It is late. I've eaten (pork tenderloin, potatoes, veggie). I've drunk (Shiner Bock). I'm listening to Sari Odalar, which begins with a solitary trumpet, an emblematic jazz flourish calling up every dive from the great Spion days in Istanbul, 42, 52, the Germans, wasn't Ribbentrop the Nazi ambassador there, or was it Franz von Pappen? the Americans, Kim Philby himself for a while, the coupling of that tango culture which was imported in the thirties and notes from way away, black New York, cool jazz of California, those unimaginable shores --and then the trumpet breaks off, Sezen Aksu's voice swells, those marvelous, hypnotic vocals, gramaphone nostalgia for that mythic scene becoming, as she goes on, sad with its own irony, as real and unreal as Turkey was, historically, a marginal site on the border of all that great apocalyptic dread, those slaughterhouse movements of peoples, weapons, wealth. Istambul, where the wires crossed, where the man in silk pajamas in Room no. 8, just down the dark hall, smoked a cigarette and extracted the pieces of a listening device from his battered traveller's bag.

And I'm ready -- Limited Inc is ready -- to return to the ultra-tedious issue of regulation.

In, was it Monday's post? -- one of those posts, we outlined a way of thinking of drugs, guns, murder, washing the car and other goods and services as potential market acts - acts that comprise formal and informal markets. This is of course not the only aspect of them that counts, but for LI, this aspect is the way that liberal democracy hooks into society, so to speak. This is not to buy into the myth that free markets produce liberal democracy -- market economies can coexist with monarchies, dictatorships, and even official Communism -- but liberal democracy has, so far, required markets.

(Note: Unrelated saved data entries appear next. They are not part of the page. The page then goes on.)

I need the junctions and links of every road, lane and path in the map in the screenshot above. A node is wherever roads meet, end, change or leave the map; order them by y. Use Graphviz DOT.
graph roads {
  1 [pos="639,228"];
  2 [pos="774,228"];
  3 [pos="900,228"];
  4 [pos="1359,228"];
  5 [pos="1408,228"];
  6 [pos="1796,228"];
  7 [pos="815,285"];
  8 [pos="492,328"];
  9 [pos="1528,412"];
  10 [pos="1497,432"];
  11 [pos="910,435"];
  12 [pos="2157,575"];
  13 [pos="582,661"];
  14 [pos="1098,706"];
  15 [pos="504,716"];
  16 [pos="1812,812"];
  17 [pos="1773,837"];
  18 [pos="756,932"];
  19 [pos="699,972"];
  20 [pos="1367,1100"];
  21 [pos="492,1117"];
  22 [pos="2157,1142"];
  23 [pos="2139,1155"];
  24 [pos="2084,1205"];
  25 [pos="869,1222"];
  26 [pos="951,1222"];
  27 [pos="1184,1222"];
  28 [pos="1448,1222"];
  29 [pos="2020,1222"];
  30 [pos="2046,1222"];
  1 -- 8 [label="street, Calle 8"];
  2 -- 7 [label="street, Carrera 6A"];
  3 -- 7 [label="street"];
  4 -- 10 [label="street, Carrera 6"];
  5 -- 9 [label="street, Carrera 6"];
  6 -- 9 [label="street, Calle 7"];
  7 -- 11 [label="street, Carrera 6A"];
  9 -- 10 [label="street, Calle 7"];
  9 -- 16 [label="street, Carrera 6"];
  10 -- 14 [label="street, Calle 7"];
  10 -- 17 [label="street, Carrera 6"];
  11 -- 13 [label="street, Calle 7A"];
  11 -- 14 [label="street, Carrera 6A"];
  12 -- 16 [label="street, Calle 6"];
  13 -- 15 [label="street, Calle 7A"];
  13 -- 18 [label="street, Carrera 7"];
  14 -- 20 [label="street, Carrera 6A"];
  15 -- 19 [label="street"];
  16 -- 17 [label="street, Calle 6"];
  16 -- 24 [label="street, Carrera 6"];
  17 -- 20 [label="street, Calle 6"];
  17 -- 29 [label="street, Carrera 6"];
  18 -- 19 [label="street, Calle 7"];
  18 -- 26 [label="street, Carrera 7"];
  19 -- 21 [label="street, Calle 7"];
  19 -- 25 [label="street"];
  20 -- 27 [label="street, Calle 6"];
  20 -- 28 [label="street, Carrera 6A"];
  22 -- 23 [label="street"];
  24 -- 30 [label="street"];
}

We were trying to get a point across. Before we contemplate bannings, as of guns or heroin or euthanasia, for that matter, we have to understand how the market in these things works. The way the good or service is integrated into a sector of the economy (for instance, is it a good, like asbestos, with mainly industrial uses?), the amount of the good that is potentially available (is it feathers from an endangered bird? or an easily grown plant?), the composition of the market for the good in terms of supply (do suppliers have an incentive to comply with the banning? is the banning such that the suppliers can sell the good to a certain market -- for instance, alcohol to adults -- or sell substitutes? Is there a large demand for the good? Is there a hardcore group within that demand pool who will take extraordinary risks to procure the good?) and finally, whether the enforcement of the banning is going to fall on the police.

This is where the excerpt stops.